By LUCA BRUNO and FRANCES D’EMILIO
MILAN (AP) — Starbucks is opening its first store in Italy on Friday, betting that premium brews and novelties like a heated marble-topped coffee bar will win customers in a country fond of its daily espresso rituals.
Decades ago, Milan’s coffee bars inspired the chain’s vision. Now Starbucks is hoping clients will visit its new store, the Reserve Roastery, to watch beans being roasted, sip coffee or enjoy cocktails at a mezzanine-level bar in a cavernous former post office near the city’s Duomo, or cathedral.
Starbucks chief design officer Liz Muller told The Associated Press this week that the company is “not coming to Italy to teach people about coffee.
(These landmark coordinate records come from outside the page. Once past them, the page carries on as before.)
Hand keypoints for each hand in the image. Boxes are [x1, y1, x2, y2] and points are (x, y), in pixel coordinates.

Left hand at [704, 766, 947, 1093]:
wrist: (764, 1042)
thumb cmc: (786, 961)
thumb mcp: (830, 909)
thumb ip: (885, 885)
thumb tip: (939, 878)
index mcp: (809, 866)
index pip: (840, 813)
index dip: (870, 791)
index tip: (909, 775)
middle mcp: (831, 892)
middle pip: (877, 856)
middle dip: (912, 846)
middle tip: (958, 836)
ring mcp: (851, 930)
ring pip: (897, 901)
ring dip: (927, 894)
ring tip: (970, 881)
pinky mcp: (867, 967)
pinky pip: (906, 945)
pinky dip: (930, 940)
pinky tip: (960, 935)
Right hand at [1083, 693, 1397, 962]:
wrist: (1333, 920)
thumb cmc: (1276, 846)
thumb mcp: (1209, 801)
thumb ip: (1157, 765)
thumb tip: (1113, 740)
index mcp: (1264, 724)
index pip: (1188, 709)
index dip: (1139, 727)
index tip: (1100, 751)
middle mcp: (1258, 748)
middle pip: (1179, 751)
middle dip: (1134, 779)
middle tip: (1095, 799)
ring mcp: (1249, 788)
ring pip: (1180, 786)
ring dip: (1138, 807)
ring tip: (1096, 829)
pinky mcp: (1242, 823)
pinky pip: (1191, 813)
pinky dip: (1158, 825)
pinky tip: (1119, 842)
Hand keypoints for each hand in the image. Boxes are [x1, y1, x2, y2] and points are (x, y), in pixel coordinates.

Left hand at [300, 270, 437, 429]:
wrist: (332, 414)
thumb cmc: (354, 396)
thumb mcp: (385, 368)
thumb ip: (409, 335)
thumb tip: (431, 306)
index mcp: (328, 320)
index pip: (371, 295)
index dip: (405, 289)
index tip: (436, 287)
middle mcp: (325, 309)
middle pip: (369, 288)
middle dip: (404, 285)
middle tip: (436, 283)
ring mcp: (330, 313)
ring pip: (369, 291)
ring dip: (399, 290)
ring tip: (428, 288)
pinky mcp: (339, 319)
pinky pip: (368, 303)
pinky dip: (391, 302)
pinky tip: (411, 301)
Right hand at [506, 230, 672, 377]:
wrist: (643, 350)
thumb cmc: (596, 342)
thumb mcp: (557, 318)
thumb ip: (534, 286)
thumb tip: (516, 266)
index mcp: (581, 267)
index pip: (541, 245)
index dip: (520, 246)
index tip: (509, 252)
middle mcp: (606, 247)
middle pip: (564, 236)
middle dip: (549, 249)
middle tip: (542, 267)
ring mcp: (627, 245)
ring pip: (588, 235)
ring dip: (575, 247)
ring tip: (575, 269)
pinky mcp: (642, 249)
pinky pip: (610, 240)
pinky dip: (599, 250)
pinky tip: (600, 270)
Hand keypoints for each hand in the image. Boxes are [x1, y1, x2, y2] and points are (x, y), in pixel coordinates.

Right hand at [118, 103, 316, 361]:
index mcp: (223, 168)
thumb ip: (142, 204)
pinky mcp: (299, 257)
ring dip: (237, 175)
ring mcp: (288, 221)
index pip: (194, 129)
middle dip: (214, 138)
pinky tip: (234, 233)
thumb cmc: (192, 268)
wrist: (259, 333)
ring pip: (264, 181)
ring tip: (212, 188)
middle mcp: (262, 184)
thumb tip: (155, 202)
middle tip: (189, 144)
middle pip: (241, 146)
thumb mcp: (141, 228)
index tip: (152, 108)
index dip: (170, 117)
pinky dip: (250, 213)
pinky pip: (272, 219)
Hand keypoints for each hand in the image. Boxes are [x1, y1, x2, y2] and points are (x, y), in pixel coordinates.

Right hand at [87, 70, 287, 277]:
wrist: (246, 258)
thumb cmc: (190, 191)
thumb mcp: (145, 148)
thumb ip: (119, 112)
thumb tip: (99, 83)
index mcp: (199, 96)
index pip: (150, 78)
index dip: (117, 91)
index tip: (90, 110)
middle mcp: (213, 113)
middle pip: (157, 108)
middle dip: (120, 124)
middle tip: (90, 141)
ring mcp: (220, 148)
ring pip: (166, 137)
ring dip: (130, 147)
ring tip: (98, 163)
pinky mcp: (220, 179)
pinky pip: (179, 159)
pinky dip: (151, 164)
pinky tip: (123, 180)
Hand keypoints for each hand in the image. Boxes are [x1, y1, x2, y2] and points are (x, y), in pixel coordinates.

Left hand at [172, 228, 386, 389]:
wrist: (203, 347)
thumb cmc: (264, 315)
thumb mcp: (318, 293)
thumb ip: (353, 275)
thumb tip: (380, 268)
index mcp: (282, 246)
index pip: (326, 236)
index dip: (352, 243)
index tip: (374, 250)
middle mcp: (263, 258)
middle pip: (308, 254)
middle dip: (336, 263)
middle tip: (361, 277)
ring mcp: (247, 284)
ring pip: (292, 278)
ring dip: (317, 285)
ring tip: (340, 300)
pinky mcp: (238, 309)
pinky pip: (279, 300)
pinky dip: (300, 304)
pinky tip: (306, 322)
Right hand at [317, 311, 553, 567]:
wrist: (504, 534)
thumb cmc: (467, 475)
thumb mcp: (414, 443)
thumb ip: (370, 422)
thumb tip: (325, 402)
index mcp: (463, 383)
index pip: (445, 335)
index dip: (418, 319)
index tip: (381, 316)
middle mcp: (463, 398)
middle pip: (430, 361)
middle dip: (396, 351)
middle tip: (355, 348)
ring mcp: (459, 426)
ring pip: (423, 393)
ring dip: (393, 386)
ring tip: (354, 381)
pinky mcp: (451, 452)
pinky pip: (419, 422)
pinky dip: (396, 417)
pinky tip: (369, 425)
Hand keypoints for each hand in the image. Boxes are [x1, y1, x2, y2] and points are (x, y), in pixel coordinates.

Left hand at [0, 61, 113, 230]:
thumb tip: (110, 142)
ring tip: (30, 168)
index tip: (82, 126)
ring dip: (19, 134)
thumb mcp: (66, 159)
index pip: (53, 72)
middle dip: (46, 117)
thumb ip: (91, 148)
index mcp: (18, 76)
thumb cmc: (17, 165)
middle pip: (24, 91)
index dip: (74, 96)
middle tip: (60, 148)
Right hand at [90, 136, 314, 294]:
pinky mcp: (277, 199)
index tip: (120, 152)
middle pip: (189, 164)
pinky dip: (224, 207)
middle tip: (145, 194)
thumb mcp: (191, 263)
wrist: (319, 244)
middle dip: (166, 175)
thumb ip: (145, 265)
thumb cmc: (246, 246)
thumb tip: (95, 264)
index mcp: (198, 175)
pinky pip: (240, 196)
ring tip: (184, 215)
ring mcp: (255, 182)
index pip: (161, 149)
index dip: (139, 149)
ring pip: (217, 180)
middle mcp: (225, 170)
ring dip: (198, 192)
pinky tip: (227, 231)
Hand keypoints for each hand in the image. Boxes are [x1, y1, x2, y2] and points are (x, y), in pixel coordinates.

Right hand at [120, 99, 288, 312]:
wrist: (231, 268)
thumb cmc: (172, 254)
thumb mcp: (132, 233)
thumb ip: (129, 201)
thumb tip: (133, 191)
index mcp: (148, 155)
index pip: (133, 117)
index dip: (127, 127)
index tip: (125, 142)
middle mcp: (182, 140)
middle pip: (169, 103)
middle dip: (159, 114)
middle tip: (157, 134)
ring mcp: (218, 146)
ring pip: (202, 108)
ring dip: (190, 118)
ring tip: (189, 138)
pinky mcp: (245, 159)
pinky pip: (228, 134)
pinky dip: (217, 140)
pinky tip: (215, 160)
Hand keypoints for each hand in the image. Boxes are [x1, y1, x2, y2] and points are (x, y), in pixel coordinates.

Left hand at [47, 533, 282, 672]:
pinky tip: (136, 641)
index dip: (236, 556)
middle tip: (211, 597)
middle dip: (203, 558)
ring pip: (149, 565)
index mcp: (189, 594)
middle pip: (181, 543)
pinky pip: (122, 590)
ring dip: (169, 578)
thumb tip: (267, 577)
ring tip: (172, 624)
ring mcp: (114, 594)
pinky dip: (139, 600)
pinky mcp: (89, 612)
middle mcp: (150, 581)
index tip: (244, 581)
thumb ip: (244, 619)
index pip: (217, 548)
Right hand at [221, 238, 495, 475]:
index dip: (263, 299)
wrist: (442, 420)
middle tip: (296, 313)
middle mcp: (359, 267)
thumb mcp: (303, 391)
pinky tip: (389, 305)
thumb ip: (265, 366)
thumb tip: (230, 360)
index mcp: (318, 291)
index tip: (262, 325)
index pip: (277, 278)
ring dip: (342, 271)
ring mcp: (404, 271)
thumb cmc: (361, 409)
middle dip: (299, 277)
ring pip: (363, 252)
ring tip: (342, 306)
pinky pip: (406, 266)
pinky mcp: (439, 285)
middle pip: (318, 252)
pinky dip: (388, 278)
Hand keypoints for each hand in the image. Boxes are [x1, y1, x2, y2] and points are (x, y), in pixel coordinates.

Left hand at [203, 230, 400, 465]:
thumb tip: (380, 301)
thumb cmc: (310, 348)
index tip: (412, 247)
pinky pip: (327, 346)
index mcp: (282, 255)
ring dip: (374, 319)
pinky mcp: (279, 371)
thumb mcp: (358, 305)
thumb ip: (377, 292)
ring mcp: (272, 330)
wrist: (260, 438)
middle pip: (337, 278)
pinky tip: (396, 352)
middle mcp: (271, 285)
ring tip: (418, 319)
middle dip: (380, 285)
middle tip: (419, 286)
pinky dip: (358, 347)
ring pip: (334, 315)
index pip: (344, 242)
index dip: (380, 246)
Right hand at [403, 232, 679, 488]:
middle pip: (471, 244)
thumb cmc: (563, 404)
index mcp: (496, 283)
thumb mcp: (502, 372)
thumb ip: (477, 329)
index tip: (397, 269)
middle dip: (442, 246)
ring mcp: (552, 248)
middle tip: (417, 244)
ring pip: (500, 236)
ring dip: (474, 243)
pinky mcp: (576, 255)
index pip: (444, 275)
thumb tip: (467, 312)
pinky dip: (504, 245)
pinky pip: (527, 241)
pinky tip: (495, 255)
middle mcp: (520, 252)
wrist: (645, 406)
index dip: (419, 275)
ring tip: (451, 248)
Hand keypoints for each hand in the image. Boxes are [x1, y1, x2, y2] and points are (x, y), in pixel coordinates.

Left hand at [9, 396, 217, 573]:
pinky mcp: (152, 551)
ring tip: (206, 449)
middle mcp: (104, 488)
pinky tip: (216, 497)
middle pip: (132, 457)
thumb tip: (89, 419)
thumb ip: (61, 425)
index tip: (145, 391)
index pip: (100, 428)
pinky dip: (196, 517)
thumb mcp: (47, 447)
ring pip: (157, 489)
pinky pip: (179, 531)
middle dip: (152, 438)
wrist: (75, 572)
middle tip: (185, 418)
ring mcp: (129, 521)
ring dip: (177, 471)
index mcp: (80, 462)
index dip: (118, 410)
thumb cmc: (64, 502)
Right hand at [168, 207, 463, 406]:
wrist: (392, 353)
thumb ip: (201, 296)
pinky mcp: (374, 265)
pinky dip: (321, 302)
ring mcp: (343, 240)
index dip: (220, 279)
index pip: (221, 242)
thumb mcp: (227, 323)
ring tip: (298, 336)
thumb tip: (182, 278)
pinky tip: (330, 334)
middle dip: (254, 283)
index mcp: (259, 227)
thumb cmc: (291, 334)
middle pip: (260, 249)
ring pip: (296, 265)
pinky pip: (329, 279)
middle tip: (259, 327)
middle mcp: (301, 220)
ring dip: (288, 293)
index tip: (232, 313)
This is where coffee was born.”
Instead, Muller said, Starbucks “wanted to come and bring a premium experience that is different to what people in Italy are used to.”
She described that formula as including “many different brewing techniques and a space where we want you to stay longer and relax and enjoy.”
In Italy, an espresso at a coffee bar is usually a quick morning or after-lunch ritual performed standing up. In many neighborhoods, cafes are practically on every corner, and Italians are on a first-name basis with their trusted barista.
Italy is Starbucks’ 78th global market, and the Milan opening comes 20 years after Starbucks opened its first store in Europe, in London. The company has described the Milan store as “the crown jewel of Starbucks global retail footprint.” It says it plans more cafes for Milan later this year.
At a nearby coffee shop, the locals were skeptical of the multinational’s arrival.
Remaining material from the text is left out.